Saturday, February 3, 2018

Looking Southward and Backward, Part 7.

We slow to a stop at another small hamlet to water the animals again. It is past noon now, and we've eaten a meager meal while bumping back and forth in our carts, and sipped drinks at calm or still moments. One of the porters, a graying man with a bald patch on top and ruddy skin, enters deeper into the town and apparently runs into friends or family. The sounds of exclamations and calls come from the firmly locked homes as they suddenly open up, and before long no fewer than four or five people are out in the cold talking to him while we stand around and stamp in a line along the road.

I can hear bits of their speech carrying along on the wind, but I cannot understand much of it. Ciudo explains that it seems to be a pidgin of lowland and hill-dweller tongues, but it changes its own grammatical rules so freely from speaker to speaker that he can scarcely tell us what is being discussed, other than that it is some sort of exchange.
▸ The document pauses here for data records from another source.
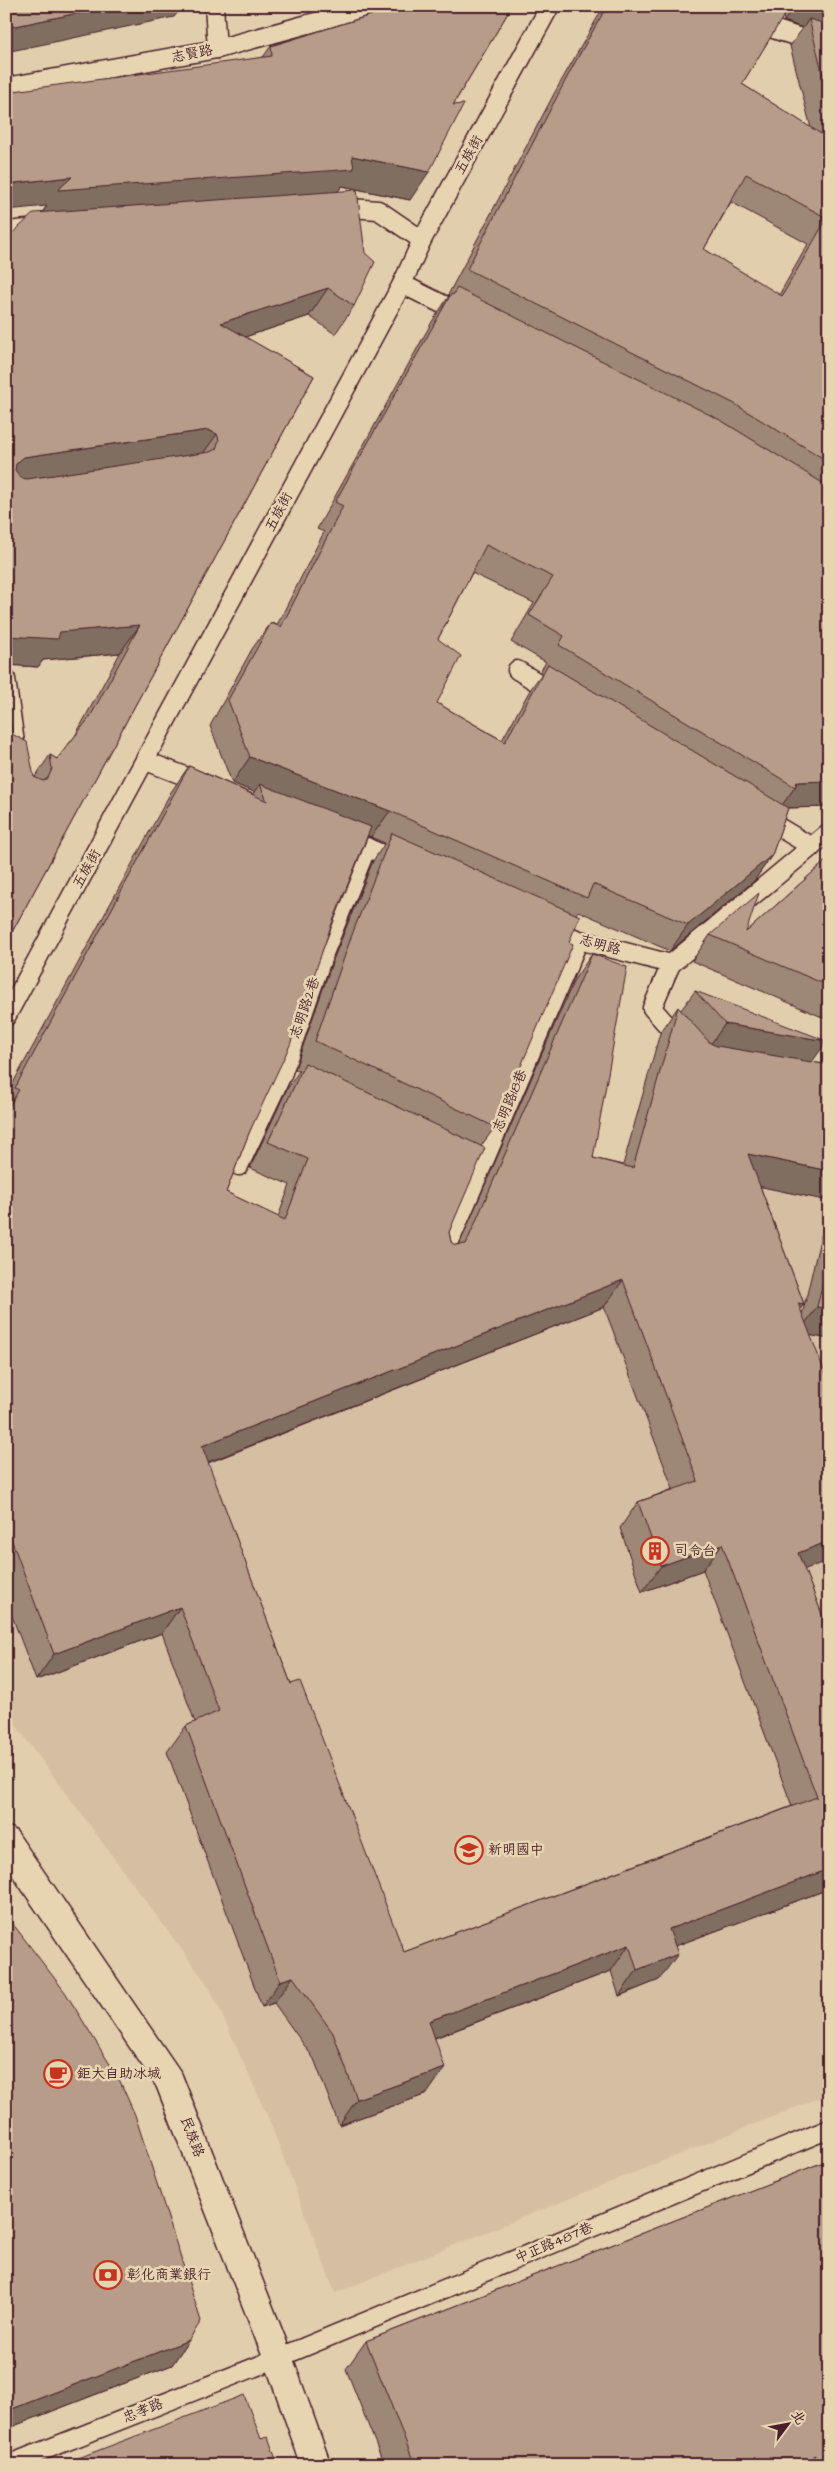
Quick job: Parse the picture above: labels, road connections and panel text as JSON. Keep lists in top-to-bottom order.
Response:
{
  "streets": {
    "main road": ["民族路"],
    "lane": [
      "志賢路",
      "五族街",
      "志明路",
      "志明路2巷",
      "志明路18巷",
      "中正路487巷",
      "忠孝路"
    ]
  },
  "crossings": [
    ["志明路", "志明路18巷"],
    ["民族路", "中正路487巷"],
    ["民族路", "忠孝路"],
    ["中正路487巷", "忠孝路"]
  ],
  "places": {
    "building": ["司令台"],
    "school or university": ["新明國中"],
    "cafe": ["鉅大自助冰城"],
    "bank": ["彰化商業銀行"]
  },
  "north": "top right"
}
This bodes somewhat poorly for his ability to assist us with interpretation in the future, given how varied and patchwork the languages of the land can be beyond the institutionalized sterility of Deneroth. But in this instance we are already covered, and I will keep that concern to myself until it might be mollified.
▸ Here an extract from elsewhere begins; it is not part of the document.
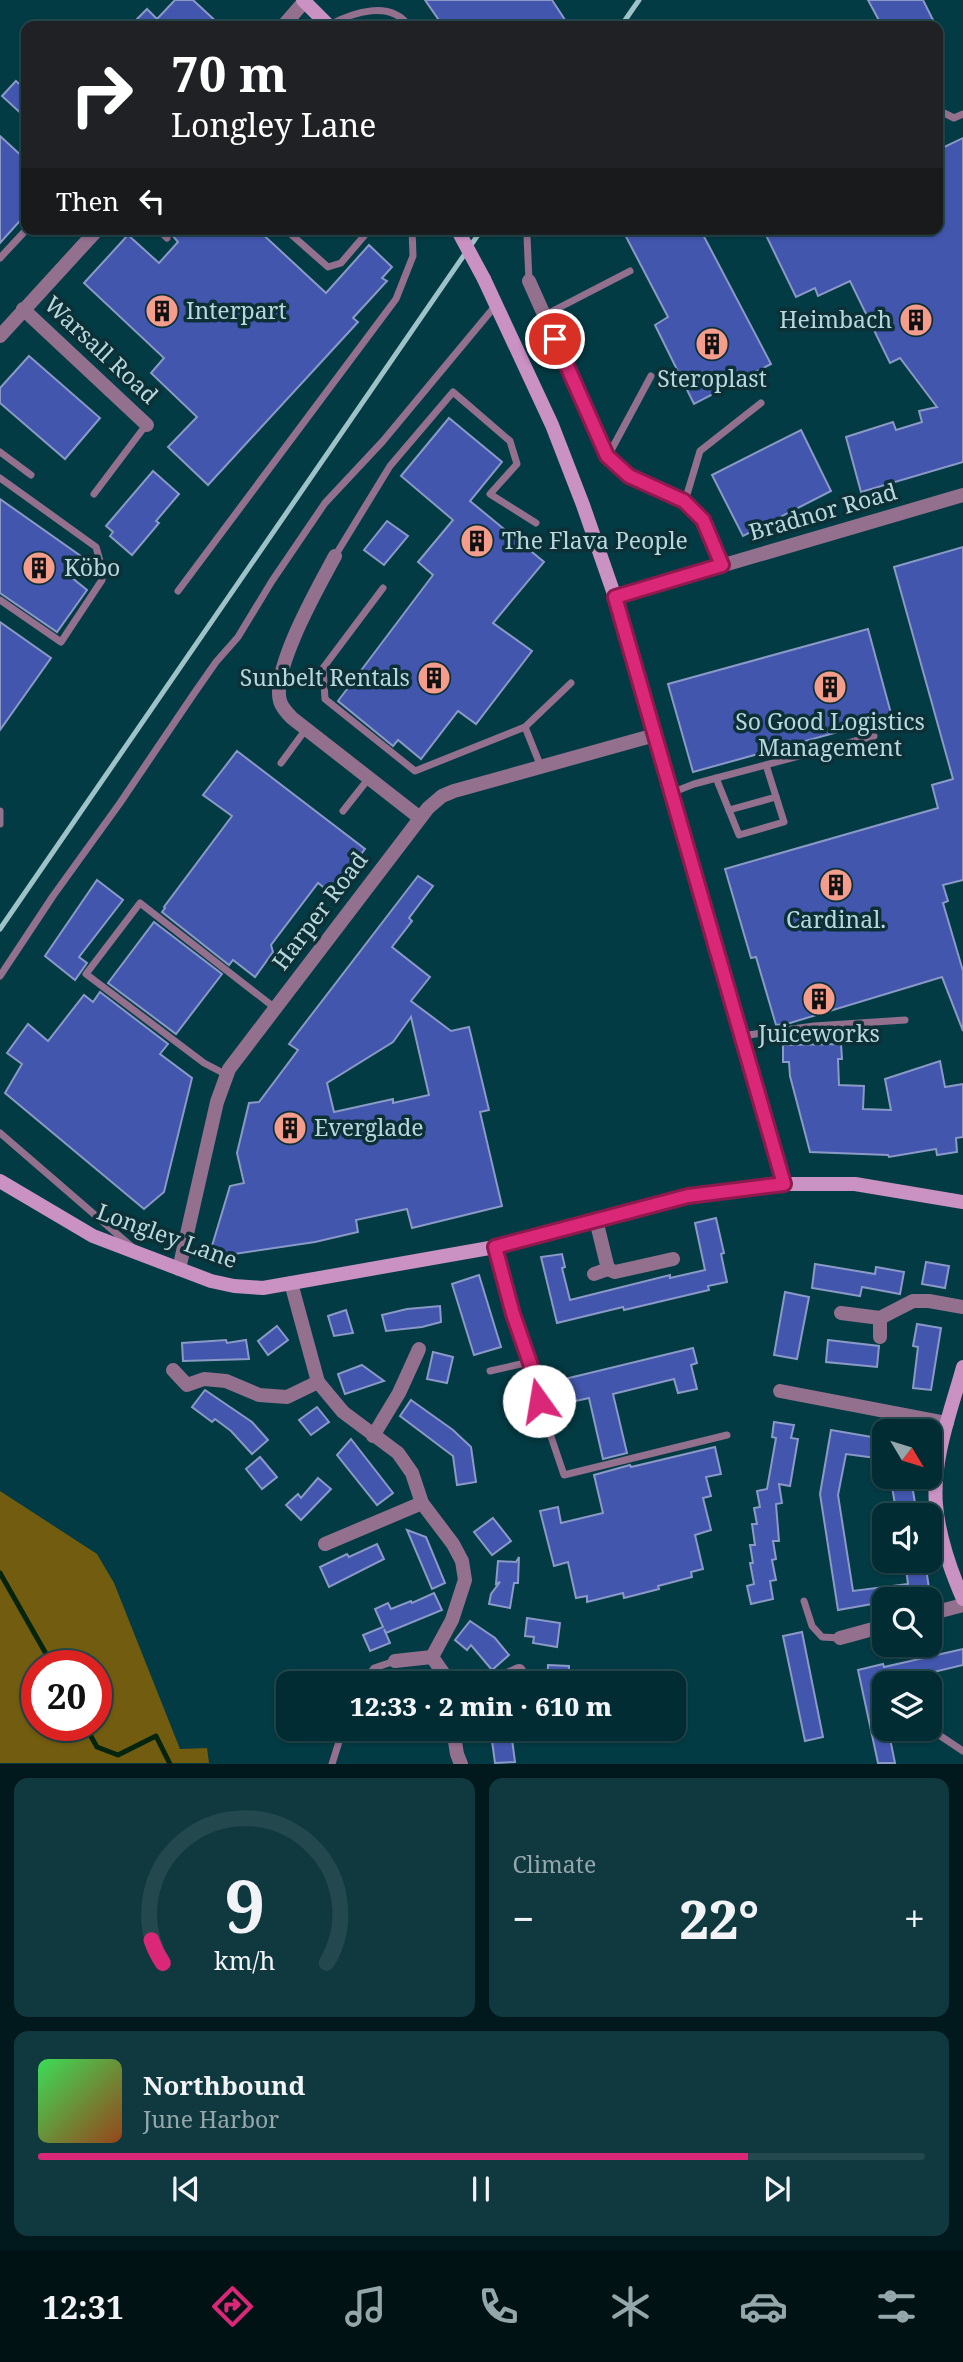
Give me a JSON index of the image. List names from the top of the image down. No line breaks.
{"streets":{"main road":["Longley Lane"],"street":["Warsall Road","Bradnor Road","Harper Road"]},"crossings":[["Harper Road","Longley Lane"]],"places":{"building":["Interpart","Heimbach","Steroplast","The Flava People","Köbo","Sunbelt Rentals","So Good Logistics Management","Cardinal.","Juiceworks","Everglade"]},"north":"bottom right","page":{"turn":["70 m","Longley Lane"],"then":"Then","limit":"20","trip":"12:33 · 2 min · 610 m","tile":"Climate","heat":["−","22°","+"],"song":["Northbound","June Harbor"],"tabs":"12:31","gauge":["9","km/h"]}}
Eventually we witness the outcome of this, or at least one of them. The various locals, family heads apparently, duck back into their homes at length while the ruddy man, now veritably pink in the cold wind, ambles a few steps closer to us as if to move forward on something he is still waiting on. Then the doors open again, and many more people than before exit. They bear bundled rags or sackcloth bags, none of them very large or heavy or filled, but quite a few being produced regardless. These are promptly handed over to the man, and then to the caravan as a whole. He seems quite pleased with himself, and his fellows, previously taciturn from waiting in the cold, seem willing to give him credit as well. Once farewells are taken care of, the sluggish animals are spurred on again, and we slowly wind our way through the hills once more, now beginning to turn due south, and soon southeast.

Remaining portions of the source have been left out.